──────── Records for processing

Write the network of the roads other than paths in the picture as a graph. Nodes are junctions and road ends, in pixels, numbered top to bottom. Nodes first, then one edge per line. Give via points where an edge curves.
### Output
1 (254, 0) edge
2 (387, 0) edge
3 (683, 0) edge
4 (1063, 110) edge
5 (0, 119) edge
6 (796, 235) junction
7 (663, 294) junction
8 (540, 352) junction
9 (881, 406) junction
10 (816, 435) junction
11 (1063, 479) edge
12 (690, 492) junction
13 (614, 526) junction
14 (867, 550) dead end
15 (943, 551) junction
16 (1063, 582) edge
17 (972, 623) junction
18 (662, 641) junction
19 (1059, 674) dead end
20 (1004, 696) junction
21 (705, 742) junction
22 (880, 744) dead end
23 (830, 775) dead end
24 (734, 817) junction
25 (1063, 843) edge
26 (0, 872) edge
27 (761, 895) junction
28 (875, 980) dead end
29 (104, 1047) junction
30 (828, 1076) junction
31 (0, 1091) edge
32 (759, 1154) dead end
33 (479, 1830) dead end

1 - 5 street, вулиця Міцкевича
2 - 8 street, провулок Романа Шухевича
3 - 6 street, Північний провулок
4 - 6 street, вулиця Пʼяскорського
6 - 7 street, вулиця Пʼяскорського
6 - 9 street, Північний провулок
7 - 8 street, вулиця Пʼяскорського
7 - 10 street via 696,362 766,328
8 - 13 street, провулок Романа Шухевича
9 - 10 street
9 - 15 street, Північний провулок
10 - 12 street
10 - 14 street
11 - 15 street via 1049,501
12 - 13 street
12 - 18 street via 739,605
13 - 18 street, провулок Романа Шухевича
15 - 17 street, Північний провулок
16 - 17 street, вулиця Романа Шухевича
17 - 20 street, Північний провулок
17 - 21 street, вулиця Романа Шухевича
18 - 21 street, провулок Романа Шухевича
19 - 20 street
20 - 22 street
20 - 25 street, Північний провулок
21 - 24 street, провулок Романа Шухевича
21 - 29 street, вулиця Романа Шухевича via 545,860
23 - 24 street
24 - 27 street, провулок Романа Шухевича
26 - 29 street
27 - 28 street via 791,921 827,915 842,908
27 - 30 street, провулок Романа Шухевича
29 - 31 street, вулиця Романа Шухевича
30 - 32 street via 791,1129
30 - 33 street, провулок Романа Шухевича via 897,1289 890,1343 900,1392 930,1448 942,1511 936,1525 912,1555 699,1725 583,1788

────────────────

:: Directions for this task ::
Identify the lines above that contain the word "dead", then copy them.

:: Task solution ::
14 (867, 550) dead end
19 (1059, 674) dead end
22 (880, 744) dead end
23 (830, 775) dead end
28 (875, 980) dead end
32 (759, 1154) dead end
33 (479, 1830) dead end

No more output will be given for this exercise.